● **What you should do**: Report every line of the records beneath this task that holds the string "Caviglia".

● **Records shown**:
Content starts
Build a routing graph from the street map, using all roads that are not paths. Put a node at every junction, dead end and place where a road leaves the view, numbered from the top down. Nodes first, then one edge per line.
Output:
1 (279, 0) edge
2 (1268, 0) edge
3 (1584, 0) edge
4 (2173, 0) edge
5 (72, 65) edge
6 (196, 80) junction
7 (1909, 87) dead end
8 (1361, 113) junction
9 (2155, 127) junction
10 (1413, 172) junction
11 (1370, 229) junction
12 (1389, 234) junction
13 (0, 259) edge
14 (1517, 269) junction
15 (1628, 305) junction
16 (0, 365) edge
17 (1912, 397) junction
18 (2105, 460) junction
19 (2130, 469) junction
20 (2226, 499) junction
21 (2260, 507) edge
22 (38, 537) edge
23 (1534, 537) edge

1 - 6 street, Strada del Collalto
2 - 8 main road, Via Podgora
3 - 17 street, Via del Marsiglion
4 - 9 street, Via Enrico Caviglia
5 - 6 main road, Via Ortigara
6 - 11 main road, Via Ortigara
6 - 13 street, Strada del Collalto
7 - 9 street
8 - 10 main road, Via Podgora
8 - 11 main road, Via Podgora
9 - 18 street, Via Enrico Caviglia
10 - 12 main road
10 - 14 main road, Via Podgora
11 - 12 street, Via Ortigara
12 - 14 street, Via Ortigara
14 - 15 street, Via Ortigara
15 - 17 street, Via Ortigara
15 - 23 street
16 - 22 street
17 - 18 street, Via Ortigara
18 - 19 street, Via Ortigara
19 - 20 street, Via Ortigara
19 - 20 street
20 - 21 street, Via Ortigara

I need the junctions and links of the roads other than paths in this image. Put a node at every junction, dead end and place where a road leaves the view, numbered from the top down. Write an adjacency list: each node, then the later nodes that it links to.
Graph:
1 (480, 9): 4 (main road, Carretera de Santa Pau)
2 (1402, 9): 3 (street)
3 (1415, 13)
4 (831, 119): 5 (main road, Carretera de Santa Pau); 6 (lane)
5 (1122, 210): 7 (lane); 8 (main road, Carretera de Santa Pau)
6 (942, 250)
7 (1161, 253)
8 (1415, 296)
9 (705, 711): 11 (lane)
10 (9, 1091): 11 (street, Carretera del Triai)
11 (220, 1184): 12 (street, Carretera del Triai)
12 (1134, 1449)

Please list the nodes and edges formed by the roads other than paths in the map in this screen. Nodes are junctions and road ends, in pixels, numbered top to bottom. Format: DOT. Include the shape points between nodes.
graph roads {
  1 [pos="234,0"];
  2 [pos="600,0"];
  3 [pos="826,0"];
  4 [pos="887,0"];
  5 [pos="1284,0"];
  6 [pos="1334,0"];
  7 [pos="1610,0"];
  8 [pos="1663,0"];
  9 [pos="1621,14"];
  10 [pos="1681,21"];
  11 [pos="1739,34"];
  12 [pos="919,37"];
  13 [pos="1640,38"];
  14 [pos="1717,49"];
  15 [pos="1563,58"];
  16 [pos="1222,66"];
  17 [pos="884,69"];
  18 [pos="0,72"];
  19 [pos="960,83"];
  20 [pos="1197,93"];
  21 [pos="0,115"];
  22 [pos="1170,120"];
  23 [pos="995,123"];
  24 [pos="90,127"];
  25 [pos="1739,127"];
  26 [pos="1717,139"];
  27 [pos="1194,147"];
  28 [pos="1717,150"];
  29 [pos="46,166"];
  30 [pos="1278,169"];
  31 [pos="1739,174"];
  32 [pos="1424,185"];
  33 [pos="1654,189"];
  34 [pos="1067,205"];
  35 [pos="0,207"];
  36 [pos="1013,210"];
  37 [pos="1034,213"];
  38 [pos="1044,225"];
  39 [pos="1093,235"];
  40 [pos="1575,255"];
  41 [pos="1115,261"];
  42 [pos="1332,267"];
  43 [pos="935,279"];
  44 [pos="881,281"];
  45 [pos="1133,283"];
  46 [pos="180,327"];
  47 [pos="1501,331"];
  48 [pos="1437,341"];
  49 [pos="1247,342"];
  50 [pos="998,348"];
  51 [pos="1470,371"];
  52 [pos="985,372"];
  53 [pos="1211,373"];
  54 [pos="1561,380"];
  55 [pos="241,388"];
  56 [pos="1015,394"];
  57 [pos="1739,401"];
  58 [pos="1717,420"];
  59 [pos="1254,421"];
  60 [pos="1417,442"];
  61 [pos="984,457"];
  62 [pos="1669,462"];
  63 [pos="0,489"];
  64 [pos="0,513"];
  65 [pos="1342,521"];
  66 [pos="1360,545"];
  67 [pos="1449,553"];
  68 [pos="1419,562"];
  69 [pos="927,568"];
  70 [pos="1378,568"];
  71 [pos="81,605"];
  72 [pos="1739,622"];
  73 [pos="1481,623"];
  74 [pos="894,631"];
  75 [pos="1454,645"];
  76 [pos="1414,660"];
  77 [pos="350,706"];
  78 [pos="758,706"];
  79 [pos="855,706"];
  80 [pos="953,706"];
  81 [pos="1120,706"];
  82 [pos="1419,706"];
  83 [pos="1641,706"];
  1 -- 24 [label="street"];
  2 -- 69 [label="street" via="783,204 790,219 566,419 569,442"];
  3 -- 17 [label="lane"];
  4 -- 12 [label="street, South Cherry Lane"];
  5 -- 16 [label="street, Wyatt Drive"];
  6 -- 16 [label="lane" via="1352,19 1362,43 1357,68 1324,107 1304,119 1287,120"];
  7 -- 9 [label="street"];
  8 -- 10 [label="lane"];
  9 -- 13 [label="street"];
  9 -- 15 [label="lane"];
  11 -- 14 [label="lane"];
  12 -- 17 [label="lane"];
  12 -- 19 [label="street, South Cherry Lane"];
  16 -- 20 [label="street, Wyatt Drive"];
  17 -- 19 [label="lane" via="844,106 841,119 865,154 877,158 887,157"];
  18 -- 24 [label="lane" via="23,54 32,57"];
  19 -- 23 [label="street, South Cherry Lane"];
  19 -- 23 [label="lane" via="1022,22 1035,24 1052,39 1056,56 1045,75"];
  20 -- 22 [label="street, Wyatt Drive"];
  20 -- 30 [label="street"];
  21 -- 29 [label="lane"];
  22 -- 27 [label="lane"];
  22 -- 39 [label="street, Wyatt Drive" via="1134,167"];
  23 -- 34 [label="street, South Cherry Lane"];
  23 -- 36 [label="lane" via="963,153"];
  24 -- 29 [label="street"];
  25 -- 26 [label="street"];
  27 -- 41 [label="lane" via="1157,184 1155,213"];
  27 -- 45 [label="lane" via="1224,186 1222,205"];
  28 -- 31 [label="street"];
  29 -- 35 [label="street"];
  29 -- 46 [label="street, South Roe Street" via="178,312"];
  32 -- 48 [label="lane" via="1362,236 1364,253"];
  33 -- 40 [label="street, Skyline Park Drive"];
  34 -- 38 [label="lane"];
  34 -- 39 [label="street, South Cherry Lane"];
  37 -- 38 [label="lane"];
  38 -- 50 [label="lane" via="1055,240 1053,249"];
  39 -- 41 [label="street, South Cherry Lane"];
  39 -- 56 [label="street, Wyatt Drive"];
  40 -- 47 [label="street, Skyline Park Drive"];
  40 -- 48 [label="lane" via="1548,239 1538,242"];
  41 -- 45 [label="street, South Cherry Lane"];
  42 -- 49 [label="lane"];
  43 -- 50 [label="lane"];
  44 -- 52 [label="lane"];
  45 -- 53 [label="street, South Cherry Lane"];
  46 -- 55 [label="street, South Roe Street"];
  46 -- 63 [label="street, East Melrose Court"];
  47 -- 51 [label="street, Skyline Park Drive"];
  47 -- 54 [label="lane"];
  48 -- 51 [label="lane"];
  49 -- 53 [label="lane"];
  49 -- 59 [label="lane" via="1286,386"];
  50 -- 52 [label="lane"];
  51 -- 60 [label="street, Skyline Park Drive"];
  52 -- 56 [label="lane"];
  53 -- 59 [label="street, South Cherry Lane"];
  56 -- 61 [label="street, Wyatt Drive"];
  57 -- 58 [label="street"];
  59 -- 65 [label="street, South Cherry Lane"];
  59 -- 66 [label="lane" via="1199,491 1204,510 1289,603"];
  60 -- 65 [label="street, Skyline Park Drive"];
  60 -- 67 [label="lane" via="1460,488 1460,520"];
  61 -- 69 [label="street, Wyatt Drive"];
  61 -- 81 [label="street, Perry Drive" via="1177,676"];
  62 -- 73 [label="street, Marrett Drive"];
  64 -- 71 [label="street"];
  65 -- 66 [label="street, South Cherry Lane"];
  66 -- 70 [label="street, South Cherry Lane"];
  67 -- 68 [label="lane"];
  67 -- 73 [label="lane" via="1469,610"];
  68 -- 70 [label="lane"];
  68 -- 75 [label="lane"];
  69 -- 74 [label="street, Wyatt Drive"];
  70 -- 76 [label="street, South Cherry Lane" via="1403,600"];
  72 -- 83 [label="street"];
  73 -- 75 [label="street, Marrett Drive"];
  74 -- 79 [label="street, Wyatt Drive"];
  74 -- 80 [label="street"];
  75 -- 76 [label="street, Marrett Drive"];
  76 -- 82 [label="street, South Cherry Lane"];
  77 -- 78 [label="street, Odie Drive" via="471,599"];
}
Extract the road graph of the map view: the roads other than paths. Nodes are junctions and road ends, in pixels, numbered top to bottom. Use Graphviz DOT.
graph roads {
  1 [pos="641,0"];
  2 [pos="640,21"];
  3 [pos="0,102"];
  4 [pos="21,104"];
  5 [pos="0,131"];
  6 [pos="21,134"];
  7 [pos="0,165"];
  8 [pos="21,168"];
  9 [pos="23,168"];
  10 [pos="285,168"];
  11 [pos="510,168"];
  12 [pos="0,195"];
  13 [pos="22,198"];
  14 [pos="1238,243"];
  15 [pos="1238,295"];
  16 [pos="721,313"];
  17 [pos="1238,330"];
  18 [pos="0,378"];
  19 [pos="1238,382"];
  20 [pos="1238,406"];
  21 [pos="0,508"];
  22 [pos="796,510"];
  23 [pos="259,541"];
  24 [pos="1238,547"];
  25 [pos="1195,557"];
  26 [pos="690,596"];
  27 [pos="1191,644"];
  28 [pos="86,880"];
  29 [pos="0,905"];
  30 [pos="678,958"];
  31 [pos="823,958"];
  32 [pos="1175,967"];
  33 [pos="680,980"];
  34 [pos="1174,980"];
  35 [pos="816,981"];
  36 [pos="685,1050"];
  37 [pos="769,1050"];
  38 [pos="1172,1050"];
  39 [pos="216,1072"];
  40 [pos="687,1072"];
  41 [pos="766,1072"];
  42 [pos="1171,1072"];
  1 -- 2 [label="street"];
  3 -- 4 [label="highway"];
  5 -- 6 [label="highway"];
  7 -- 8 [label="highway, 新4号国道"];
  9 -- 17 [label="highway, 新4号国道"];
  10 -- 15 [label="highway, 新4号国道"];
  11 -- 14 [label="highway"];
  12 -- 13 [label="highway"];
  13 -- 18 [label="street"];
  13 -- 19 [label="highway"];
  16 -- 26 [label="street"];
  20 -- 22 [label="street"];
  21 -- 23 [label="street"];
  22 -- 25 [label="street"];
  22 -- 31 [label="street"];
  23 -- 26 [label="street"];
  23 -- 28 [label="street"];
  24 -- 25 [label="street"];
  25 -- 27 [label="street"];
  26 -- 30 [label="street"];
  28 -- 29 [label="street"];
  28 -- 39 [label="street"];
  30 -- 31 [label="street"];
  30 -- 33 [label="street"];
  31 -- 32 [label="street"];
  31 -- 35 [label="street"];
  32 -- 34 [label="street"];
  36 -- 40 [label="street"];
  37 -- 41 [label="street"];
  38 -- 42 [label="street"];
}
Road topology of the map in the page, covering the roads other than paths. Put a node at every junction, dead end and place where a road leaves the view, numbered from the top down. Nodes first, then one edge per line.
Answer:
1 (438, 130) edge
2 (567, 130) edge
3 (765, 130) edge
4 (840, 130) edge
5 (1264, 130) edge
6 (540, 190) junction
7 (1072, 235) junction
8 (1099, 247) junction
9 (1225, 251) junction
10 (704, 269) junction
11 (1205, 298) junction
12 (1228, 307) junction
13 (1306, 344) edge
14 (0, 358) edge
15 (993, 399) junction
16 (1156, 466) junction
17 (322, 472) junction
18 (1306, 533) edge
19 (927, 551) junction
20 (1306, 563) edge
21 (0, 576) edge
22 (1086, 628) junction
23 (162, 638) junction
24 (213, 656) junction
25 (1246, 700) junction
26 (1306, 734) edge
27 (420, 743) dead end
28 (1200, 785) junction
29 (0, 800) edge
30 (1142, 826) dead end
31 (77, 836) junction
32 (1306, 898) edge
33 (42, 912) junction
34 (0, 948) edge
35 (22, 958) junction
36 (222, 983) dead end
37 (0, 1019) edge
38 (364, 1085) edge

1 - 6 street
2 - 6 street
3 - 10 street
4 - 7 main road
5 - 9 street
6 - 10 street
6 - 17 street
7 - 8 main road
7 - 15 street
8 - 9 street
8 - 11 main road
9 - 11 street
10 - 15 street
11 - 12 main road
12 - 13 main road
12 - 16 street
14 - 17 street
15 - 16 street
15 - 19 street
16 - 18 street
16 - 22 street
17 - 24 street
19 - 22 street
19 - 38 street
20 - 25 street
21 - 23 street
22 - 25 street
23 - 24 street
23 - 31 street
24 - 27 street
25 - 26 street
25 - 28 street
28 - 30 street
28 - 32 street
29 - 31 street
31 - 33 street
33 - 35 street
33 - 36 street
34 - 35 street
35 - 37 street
Content ends
● **Solution**:
4 - 9 street, Via Enrico Caviglia
9 - 18 street, Via Enrico Caviglia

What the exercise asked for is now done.